Strategy

The Age of Interruption Is Over


I recognize that I am a little biased on the subject but I think marketing is a noble profession. Helping organizations connect with customers and providing a channel for the exchange of goods and/or services helps both the local community and the economy at large. However, like all lines of work, there are bottom feeders in the industry that define the low end of the profession. In marketing this position is reserved for the interrupters.

While Christmas shopping last Friday, I was doing the usual frantic walk through the mall. As I looked from storefront to storefront, scanning for ideas for those elusive few gifts I had yet to acquire, I was witness to marketing interruption at its worst. It was a familiar scene.

A woman on a mission similar to mine was being followed by someone, who I first assumed was shopping with her. As I got closer I could hear more of the conversation. “Ma’am … Ma’am … Isn’t this a rough time of year for skin? What are you doing for skincare?! Ma’am!” Like most of us would have done in the same situation, the woman said nothing and avoided eye contact – you know, those affirmations that you offer others when you’re actually interested in what they have to say that give them permission to continue.

As I passed them both, I shook my head at the idea that, in the broadest sense, this pest from a mall kiosk is in the same industry that I am. I then puffed my chest out haughtily as I reassured myself that neither I nor any smart marketer would would ever do anything as annoying as interrupt an unsuspecting individual in the hopes of making a pushy and accidental sale.

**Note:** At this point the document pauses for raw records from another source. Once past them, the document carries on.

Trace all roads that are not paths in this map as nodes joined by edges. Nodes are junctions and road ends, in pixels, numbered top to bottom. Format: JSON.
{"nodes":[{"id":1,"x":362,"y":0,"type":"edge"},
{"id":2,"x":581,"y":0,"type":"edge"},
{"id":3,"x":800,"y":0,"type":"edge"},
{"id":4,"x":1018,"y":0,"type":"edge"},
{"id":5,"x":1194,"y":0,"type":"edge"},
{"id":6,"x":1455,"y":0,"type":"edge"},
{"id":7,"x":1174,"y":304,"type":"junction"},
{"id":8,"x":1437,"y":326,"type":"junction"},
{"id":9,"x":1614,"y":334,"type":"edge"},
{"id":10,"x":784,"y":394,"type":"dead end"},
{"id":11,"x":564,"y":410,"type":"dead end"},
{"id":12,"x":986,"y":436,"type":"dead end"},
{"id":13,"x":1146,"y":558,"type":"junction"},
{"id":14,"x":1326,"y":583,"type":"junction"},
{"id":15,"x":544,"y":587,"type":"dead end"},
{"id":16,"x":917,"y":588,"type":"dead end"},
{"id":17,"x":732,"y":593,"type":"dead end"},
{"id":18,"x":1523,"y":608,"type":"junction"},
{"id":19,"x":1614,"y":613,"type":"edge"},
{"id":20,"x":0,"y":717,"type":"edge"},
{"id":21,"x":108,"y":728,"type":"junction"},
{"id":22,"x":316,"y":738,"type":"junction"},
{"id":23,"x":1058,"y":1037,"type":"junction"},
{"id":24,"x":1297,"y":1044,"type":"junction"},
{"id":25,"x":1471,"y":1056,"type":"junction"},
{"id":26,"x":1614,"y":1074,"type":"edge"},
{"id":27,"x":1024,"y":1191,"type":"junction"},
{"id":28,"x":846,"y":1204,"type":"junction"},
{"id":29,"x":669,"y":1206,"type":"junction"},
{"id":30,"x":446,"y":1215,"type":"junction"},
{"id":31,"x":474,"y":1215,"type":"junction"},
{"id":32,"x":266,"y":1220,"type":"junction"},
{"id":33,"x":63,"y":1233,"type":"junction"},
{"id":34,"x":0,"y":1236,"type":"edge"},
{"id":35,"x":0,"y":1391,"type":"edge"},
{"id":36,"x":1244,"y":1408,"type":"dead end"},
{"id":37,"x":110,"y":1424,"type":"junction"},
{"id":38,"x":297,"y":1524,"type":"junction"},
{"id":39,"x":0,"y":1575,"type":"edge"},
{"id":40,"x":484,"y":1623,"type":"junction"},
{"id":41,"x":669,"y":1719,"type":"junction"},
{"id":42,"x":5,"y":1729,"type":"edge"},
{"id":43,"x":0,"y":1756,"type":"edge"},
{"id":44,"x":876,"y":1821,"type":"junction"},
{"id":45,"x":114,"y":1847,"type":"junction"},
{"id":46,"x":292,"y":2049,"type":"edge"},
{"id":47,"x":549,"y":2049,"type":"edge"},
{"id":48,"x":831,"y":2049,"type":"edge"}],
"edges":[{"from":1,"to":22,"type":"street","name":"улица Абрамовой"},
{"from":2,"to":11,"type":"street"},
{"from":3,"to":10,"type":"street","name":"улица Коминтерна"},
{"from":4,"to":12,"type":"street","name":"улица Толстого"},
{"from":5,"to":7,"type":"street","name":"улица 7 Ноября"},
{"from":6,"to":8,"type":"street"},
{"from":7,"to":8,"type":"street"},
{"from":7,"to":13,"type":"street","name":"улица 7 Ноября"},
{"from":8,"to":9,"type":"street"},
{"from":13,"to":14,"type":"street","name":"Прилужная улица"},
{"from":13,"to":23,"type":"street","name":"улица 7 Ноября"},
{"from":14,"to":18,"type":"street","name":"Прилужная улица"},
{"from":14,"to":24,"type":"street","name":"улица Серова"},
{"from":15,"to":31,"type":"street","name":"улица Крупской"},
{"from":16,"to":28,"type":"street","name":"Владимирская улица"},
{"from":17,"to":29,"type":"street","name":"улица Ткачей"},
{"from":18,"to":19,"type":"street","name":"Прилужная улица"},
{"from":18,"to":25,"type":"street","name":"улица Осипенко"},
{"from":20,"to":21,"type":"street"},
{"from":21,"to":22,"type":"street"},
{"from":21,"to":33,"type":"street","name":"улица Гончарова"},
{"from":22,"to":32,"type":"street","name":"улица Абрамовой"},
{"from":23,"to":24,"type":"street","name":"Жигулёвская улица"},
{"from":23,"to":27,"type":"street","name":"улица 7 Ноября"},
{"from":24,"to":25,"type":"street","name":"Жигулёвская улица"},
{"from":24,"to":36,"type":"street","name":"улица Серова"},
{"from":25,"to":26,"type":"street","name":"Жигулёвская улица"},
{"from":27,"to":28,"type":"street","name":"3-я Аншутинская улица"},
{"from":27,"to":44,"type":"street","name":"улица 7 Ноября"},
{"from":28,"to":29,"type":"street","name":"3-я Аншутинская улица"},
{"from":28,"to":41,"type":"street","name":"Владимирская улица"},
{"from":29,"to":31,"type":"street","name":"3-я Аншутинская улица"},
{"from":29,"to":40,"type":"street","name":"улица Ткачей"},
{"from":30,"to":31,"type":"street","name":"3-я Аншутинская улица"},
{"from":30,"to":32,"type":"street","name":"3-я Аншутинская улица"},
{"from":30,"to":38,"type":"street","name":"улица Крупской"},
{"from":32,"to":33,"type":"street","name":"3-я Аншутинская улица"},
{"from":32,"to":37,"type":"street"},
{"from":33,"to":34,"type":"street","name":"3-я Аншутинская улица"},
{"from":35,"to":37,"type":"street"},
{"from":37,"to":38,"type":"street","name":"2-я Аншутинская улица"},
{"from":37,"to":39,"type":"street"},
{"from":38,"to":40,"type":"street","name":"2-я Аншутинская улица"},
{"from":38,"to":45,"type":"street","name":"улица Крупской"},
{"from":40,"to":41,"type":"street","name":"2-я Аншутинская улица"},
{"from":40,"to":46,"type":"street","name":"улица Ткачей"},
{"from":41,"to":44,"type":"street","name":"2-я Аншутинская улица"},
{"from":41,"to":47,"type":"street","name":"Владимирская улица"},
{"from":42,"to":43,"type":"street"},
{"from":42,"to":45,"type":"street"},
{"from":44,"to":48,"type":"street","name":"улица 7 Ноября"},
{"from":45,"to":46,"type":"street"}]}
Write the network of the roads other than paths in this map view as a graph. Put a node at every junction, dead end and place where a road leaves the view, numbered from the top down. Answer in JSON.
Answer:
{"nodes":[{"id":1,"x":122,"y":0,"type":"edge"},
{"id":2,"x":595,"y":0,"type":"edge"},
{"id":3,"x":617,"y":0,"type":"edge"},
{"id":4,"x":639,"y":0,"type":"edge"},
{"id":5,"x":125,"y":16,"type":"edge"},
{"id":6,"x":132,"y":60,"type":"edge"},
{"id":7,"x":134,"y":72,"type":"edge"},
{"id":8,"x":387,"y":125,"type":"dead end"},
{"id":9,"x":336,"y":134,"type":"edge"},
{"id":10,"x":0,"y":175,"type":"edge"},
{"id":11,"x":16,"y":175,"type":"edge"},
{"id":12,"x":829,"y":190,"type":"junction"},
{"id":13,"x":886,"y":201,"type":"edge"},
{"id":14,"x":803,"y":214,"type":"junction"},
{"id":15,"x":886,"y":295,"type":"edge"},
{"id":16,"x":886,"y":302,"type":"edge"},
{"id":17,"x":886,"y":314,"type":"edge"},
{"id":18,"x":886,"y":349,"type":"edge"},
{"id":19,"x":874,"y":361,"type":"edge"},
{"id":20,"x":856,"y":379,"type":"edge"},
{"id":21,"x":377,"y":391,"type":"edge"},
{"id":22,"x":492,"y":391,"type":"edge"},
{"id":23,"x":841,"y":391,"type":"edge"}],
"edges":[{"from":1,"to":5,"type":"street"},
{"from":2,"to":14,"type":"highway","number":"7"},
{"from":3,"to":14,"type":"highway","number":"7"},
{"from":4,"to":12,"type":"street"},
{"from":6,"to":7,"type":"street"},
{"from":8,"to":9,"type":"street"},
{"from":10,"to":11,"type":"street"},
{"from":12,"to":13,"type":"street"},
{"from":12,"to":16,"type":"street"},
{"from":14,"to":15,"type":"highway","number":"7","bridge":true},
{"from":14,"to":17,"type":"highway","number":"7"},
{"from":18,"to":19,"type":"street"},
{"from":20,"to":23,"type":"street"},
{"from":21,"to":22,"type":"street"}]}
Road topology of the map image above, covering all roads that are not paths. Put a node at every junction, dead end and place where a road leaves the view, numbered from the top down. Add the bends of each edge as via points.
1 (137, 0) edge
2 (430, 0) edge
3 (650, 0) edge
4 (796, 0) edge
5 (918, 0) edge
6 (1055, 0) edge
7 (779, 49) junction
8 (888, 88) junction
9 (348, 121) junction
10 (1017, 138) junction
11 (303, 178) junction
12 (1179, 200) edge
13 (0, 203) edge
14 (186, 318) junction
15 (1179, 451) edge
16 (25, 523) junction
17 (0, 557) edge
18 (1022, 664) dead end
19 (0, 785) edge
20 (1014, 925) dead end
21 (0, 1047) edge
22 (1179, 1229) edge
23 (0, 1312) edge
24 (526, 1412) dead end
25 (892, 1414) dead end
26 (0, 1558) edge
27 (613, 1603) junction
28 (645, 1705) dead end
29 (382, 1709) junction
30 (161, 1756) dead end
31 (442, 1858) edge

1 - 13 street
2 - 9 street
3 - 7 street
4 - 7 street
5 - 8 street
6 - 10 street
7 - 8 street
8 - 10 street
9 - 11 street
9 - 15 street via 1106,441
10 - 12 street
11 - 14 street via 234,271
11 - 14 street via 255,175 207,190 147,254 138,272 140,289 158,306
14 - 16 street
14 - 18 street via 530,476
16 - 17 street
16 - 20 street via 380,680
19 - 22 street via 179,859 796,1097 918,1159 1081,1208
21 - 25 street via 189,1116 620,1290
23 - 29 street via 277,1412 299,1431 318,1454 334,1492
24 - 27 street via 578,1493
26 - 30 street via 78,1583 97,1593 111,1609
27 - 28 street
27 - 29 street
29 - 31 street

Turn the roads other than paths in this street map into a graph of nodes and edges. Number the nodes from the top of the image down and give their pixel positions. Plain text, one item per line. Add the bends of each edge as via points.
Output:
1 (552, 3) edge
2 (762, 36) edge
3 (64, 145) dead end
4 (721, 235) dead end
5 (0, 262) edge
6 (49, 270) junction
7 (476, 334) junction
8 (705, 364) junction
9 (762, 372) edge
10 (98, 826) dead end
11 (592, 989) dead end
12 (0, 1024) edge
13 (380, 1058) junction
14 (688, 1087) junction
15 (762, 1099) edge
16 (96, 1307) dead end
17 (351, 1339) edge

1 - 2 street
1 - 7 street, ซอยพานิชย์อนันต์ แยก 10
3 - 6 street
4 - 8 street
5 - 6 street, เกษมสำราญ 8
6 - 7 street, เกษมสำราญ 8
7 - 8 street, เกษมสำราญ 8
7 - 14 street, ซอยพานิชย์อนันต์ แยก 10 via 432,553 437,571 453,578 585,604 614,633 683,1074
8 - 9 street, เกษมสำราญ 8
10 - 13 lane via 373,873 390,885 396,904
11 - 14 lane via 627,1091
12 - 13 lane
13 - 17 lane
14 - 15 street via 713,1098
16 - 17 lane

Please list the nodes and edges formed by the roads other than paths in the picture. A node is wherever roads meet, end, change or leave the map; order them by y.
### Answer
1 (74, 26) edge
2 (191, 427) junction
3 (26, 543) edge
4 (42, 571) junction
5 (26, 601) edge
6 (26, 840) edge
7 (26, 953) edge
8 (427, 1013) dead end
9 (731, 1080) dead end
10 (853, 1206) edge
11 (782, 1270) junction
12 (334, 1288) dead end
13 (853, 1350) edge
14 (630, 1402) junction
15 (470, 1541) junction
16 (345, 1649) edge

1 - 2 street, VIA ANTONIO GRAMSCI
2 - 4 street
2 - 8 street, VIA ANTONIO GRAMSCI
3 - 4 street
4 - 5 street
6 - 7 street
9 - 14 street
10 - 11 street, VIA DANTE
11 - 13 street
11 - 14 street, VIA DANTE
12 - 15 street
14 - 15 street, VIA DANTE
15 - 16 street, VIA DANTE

Not any of us, right? After all, this is an amazing time to be a marketer. The shifts brought about by social media and digital marketing have provided tools that allow brands to forge powerful and personal relationships with their community of customers. We are no longer relegated to shouting through a one-way megaphone at poor, unsuspecting targets like the one I happened upon in the mall. Instead, we are able to have rich, multi-directional conversations and build long-term relationships. As Seth Godin has said, “You can’t yell your way to winning” anymore.

And yet many of us still do. We have the opportunity to create helpful content with our blog posts, videos, and podcasts and instead many of us opt only to sell. We have the opportunity to show up in a Facebook feed among friends and family and too many of us treat the medium as simply another channel to push press-releases through.

This is an incredible time to be a marketer but it’s also a critical juncture. How will you spend your time? Building relationships or chasing people down and interrupting them? Remember, the latter doesn’t just happen at mall kiosks anymore.